Bienvenue sur mon blog pour un moment de créativité gratuite, seule avec les étoiles.
La nuit dernière, enveloppée par la fraîcheur apaisante, je m’étais installée confortablement sur mon transat au bord de la piscine. Les étoiles filantes des Perséides dansaient dans le ciel, lançant des clins d’œil lumineux à chaque passage. Le doux bourdonnement des moustiques, grillant sur les pièges électriques, créait une mélodie de fond apaisante. Tout à coup, une météorite audacieuse a attiré mon attention par un clin d’œil particulièrement prononcé.
La surprise a failli me faire perdre mon cocktail sans alcool, un « Maltais » pour être précise. Mes pensées ont alors pris le large. « D’où viens-tu, charmante météorite ? », lui ai-je demandé curieusement. Sa réponse, si je me souviens bien, fut : « Je proviens des antipodes de cet Univers… »
Après m’être étirée gracieusement à nouveau sur mon transat, mon esprit s’est égaré dans les méandres de la réflexion. Si ma mémoire scolaire est exacte, le diamètre observable de l’Univers dépasse les 90 milliards d’années-lumière, soit environ 900 000 milliards de milliards de kilomètres.
Une pensée amusante m’a traversé l’esprit : « Ma chère, tu n’es pas près de rentrer à la maison… » Pourtant, je me suis réprimandée mentalement.

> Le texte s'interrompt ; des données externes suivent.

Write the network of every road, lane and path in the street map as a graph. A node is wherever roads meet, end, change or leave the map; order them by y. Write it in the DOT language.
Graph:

Qui étais-je pour prétendre comprendre l’Univers ? Même les experts semblaient s’emmêler les pinceaux… N’était-ce pas vrai ? Toutes ces données chiffrées semblaient échapper à toute signification réelle.
« Univers » est un terme bien familier, désignant un espace dont la majeure partie reste un mystère. Même si, depuis les années 90, nous avons percé le secret de sa composition : 73,9 % d’hydrogène, 24 % d’hélium, 1 % d’oxygène, 0,5 % de carbone, et une pincée de 91 autres éléments tels que le fer et l’azote.

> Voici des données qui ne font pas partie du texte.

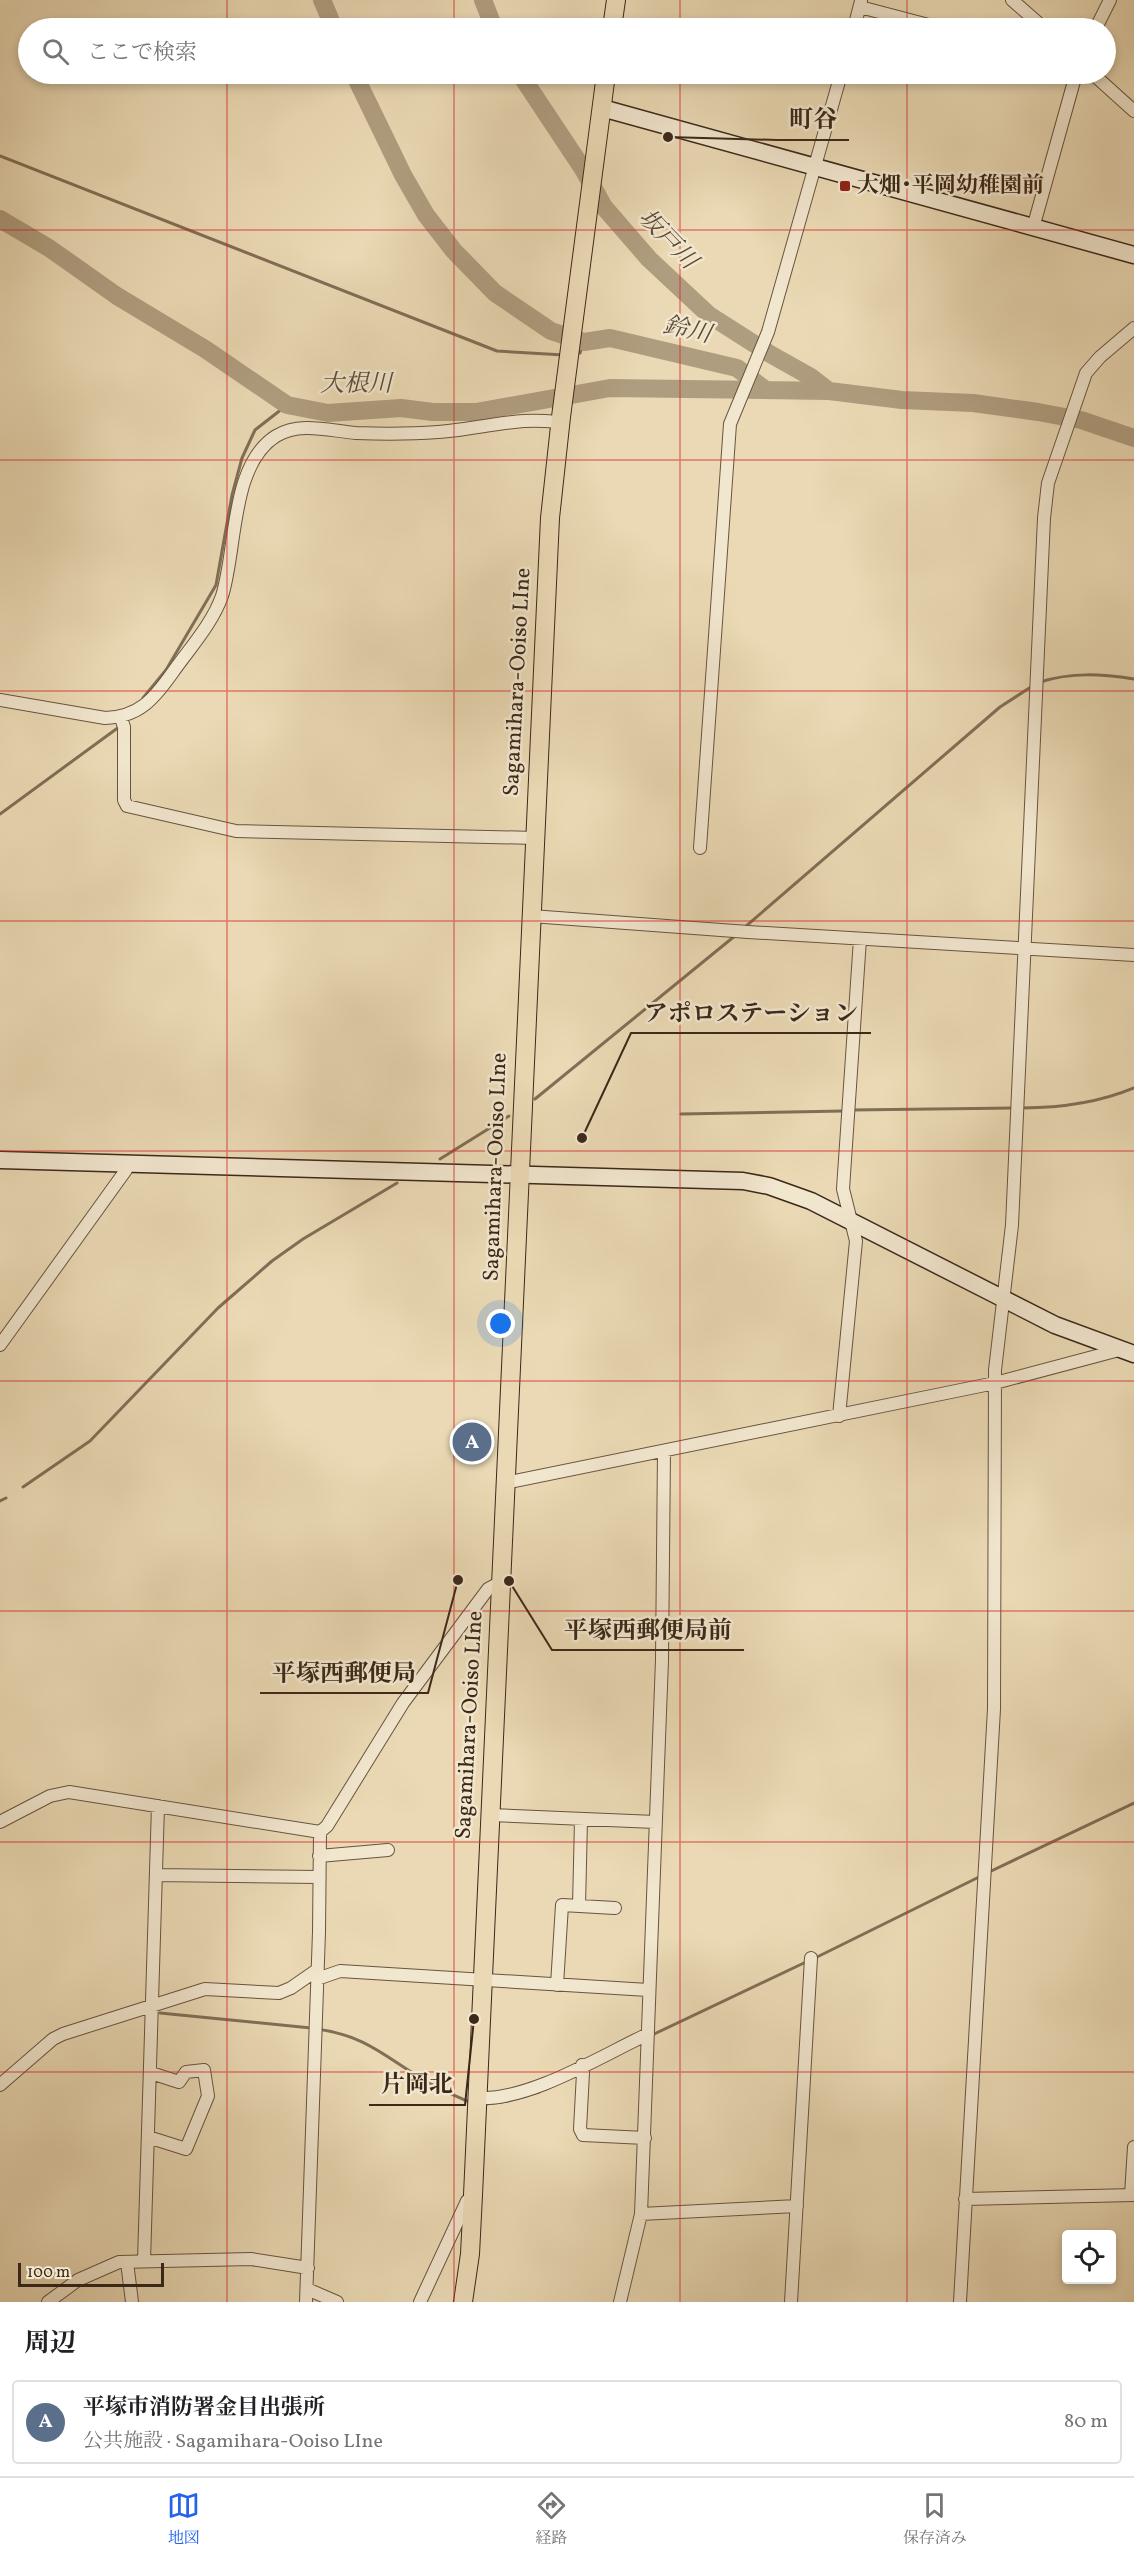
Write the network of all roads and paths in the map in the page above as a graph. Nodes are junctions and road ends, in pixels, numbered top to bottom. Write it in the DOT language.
graph roads {
  1 [pos="616,0"];
  2 [pos="1012,0"];
  3 [pos="1110,0"];
  4 [pos="861,3"];
  5 [pos="613,18"];
  6 [pos="857,18"];
  7 [pos="908,18"];
  8 [pos="1033,18"];
  9 [pos="1101,18"];
  10 [pos="605,84"];
  11 [pos="838,84"];
  12 [pos="1073,84"];
  13 [pos="1104,84"];
  14 [pos="602,108"];
  15 [pos="1134,111"];
  16 [pos="816,167"];
  17 [pos="1033,228"];
  18 [pos="1134,255"];
  19 [pos="1134,328"];
  20 [pos="561,419"];
  21 [pos="0,700"];
  22 [pos="121,718"];
  23 [pos="535,838"];
  24 [pos="700,848"];
  25 [pos="531,916"];
  26 [pos="860,939"];
  27 [pos="1024,948"];
  28 [pos="1134,955"];
  29 [pos="0,1160"];
  30 [pos="126,1163"];
  31 [pos="519,1174"];
  32 [pos="850,1220"];
  33 [pos="1003,1298"];
  34 [pos="0,1345"];
  35 [pos="1127,1352"];
  36 [pos="995,1383"];
  37 [pos="839,1416"];
  38 [pos="664,1451"];
  39 [pos="506,1483"];
  40 [pos="501,1582"];
  41 [pos="158,1806"];
  42 [pos="490,1815"];
  43 [pos="581,1820"];
  44 [pos="0,1822"];
  45 [pos="655,1822"];
  46 [pos="320,1832"];
  47 [pos="388,1850"];
  48 [pos="320,1856"];
  49 [pos="156,1875"];
  50 [pos="319,1877"];
  51 [pos="579,1906"];
  52 [pos="615,1908"];
  53 [pos="811,1960"];
  54 [pos="317,1975"];
  55 [pos="483,1980"];
  56 [pos="557,1985"];
  57 [pos="648,1990"];
  58 [pos="153,2007"];
  59 [pos="648,2039"];
  60 [pos="582,2069"];
  61 [pos="151,2073"];
  62 [pos="0,2085"];
  63 [pos="478,2098"];
  64 [pos="148,2137"];
  65 [pos="645,2138"];
  66 [pos="1134,2147"];
  67 [pos="473,2195"];
  68 [pos="1133,2195"];
  69 [pos="965,2199"];
  70 [pos="796,2206"];
  71 [pos="641,2214"];
  72 [pos="144,2261"];
  73 [pos="127,2262"];
  74 [pos="308,2268"];
  75 [pos="307,2289"];
  76 [pos="48,2302"];
  77 [pos="132,2302"];
  78 [pos="306,2302"];
  79 [pos="337,2302"];
  80 [pos="420,2302"];
  81 [pos="464,2302"];
  82 [pos="620,2302"];
  83 [pos="791,2302"];
  84 [pos="960,2302"];
  1 -- 5 [label="main road"];
  2 -- 8 [label="street"];
  3 -- 9 [label="street"];
  4 -- 6 [label="street"];
  4 -- 7 [label="street"];
  10 -- 14 [label="main road, Sagamihara-Ooiso LIne"];
  11 -- 16 [label="street"];
  12 -- 17 [label="street"];
  13 -- 15 [label="street"];
  14 -- 16 [label="street"];
  14 -- 20 [label="main road, Sagamihara-Ooiso LIne"];
  16 -- 17 [label="street"];
  16 -- 24 [label="street"];
  17 -- 18 [label="street"];
  19 -- 27 [label="street"];
  20 -- 22 [label="street"];
  20 -- 23 [label="main road, Sagamihara-Ooiso LIne"];
  21 -- 22 [label="street"];
  22 -- 23 [label="street"];
  23 -- 25 [label="main road, Sagamihara-Ooiso LIne"];
  25 -- 26 [label="street"];
  25 -- 31 [label="main road, Sagamihara-Ooiso LIne"];
  26 -- 27 [label="street"];
  26 -- 32 [label="street"];
  27 -- 28 [label="street"];
  27 -- 33 [label="street"];
  29 -- 30 [label="street"];
  30 -- 31 [label="street"];
  30 -- 34 [label="street"];
  31 -- 32 [label="street"];
  31 -- 39 [label="main road, Sagamihara-Ooiso LIne"];
  32 -- 33 [label="street"];
  32 -- 37 [label="street"];
  33 -- 35 [label="street"];
  33 -- 36 [label="street"];
  35 -- 36 [label="street"];
  36 -- 37 [label="street"];
  36 -- 69 [label="street"];
  37 -- 38 [label="street"];
  38 -- 39 [label="street"];
  38 -- 45 [label="street"];
  39 -- 40 [label="main road, Sagamihara-Ooiso LIne"];
  40 -- 42 [label="main road, Sagamihara-Ooiso LIne"];
  40 -- 46 [label="street"];
  41 -- 44 [label="street"];
  41 -- 46 [label="street"];
  41 -- 49 [label="street"];
  42 -- 43 [label="street"];
  42 -- 55 [label="main road, Sagamihara-Ooiso LIne"];
  43 -- 45 [label="street"];
  43 -- 51 [label="street"];
  45 -- 57 [label="street"];
  46 -- 48 [label="street"];
  47 -- 48 [label="street"];
  48 -- 50 [label="street"];
  49 -- 50 [label="street"];
  49 -- 58 [label="street"];
  50 -- 54 [label="street"];
  51 -- 52 [label="street"];
  51 -- 56 [label="street"];
  53 -- 70 [label="street"];
  54 -- 55 [label="street"];
  54 -- 58 [label="street"];
  54 -- 74 [label="street"];
  55 -- 56 [label="street"];
  55 -- 63 [label="main road, Sagamihara-Ooiso LIne"];
  56 -- 57 [label="street"];
  57 -- 59 [label="street"];
  58 -- 61 [label="street"];
  58 -- 62 [label="street"];
  59 -- 60 [label="street"];
  59 -- 65 [label="street"];
  60 -- 63 [label="street"];
  60 -- 65 [label="street"];
  61 -- 64 [label="street"];
  61 -- 64 [label="street"];
  63 -- 67 [label="main road, Sagamihara-Ooiso LIne"];
  64 -- 72 [label="street"];
  65 -- 71 [label="street"];
  66 -- 68 [label="street"];
  67 -- 80 [label="street"];
  67 -- 81 [label="main road, Sagamihara-Ooiso LIne"];
  68 -- 69 [label="street"];
  69 -- 84 [label="street"];
  70 -- 71 [label="street"];
  70 -- 83 [label="street"];
  71 -- 82 [label="street"];
  72 -- 73 [label="street"];
  72 -- 74 [label="street"];
  73 -- 76 [label="street"];
  73 -- 77 [label="street"];
  74 -- 75 [label="street"];
  75 -- 78 [label="street"];
  75 -- 79 [label="street"];
}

La question qui me turlupine est de savoir comment nous sommes parvenus à ce cocktail cosmique. Cela me rappelle nos débats infinis pour obtenir la recette parfaite d’un simple cocktail : presser une orange, un pamplemousse et un demi-citron, verser lentement le mélange sur deux glaçons dans un verre ventru, puis ajouter trois cuillères à soupe de grenadine sans remuer, insérer une paille et servir.
Revenons à nos étoiles, notre univers a-t-il des limites ? Eh bien, cela dépend des courbures cosmiques. Si l’univers est plat ou hyperbolique, il peut être soit limité, soit infini, voire une combinaison des deux. Par contre, si notre univers est sphérique, il est inévitablement fini.

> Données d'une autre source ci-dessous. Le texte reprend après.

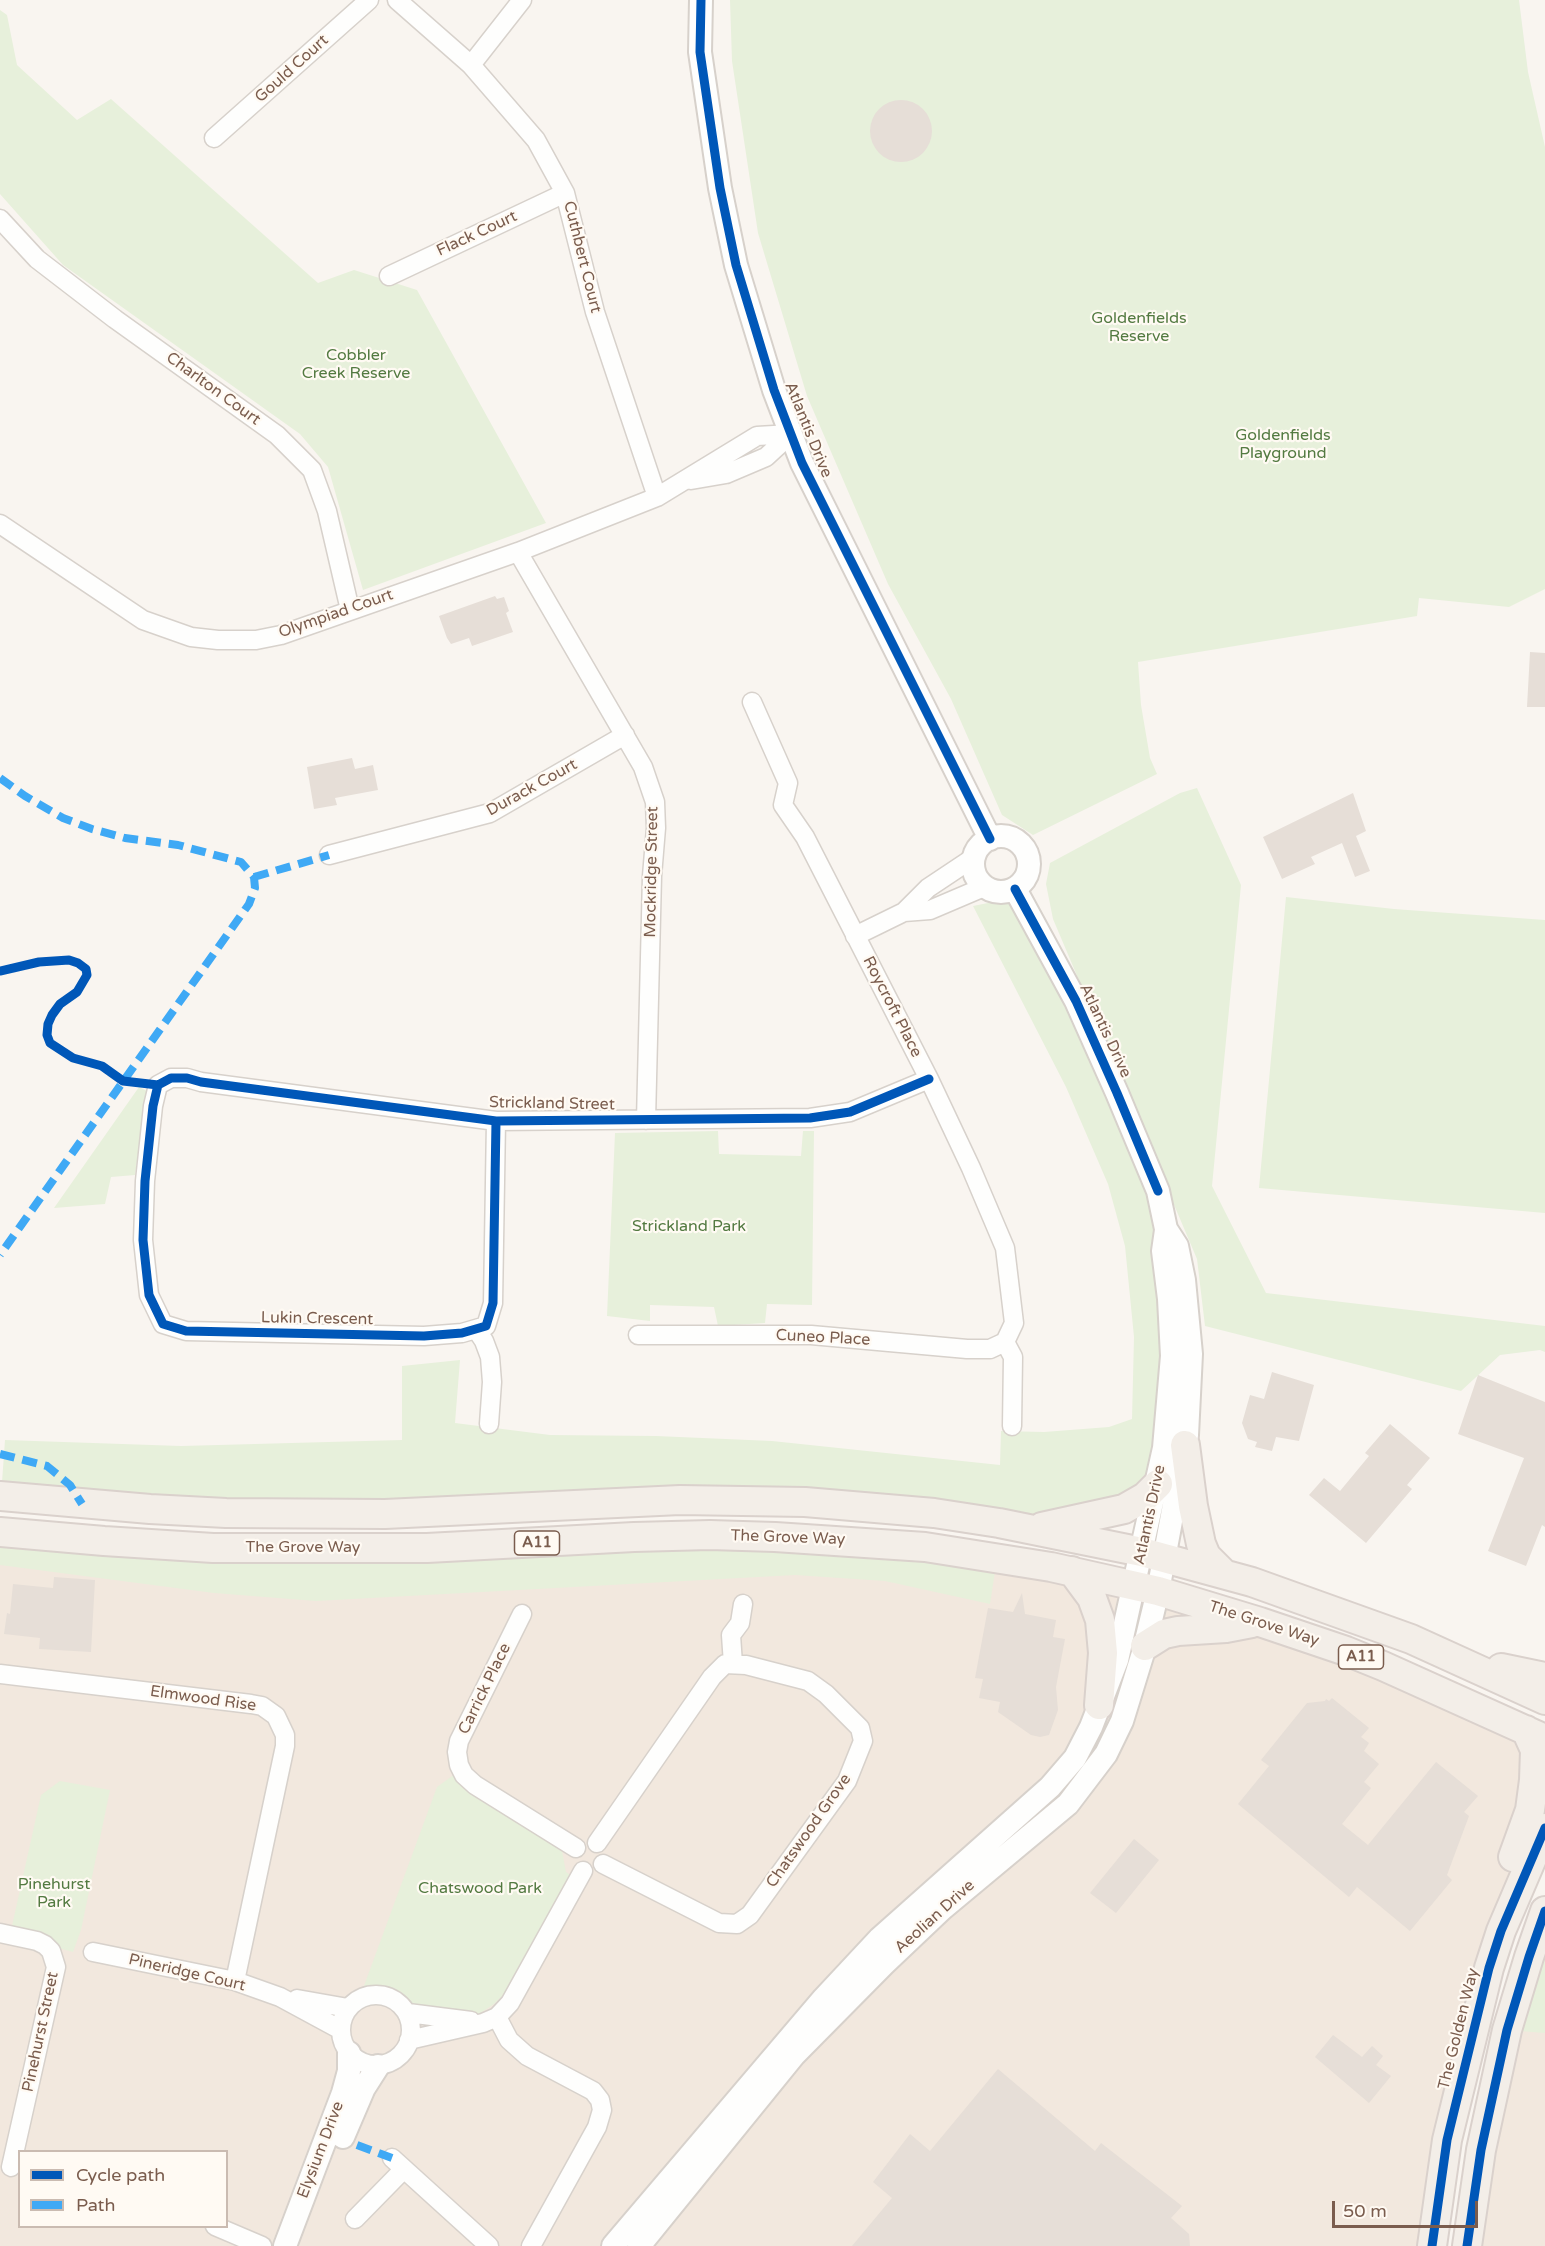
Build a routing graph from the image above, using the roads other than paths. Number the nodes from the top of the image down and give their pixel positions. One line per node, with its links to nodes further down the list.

Cependant, nous ne devons pas tourner le dos à ceux qui, dans leur foi, croient en une création divine et se demandent où Adam, Ève, la Genèse et la pomme s’insèrent dans tout cela. Les avancées scientifiques ont ébranlé cette certitude, transformant la question de l’origine de l’univers en un défi éternel. Explorer les origines de l’univers revient à questionner l’essence du temps, la possibilité d’autres univers, de vies alternatives, voire de mondes parallèles.
Depuis que la théorie du Big Bang a été partiellement confirmée, nous avons commencé à esquisser les origines de notre planète et de notre système solaire. Pourtant, le mystère persiste.
Mon cocktail est désormais épuisé, tout comme mes réflexions. Je vais me laisser porter vers des rêves plus terre à terre cette fois-ci.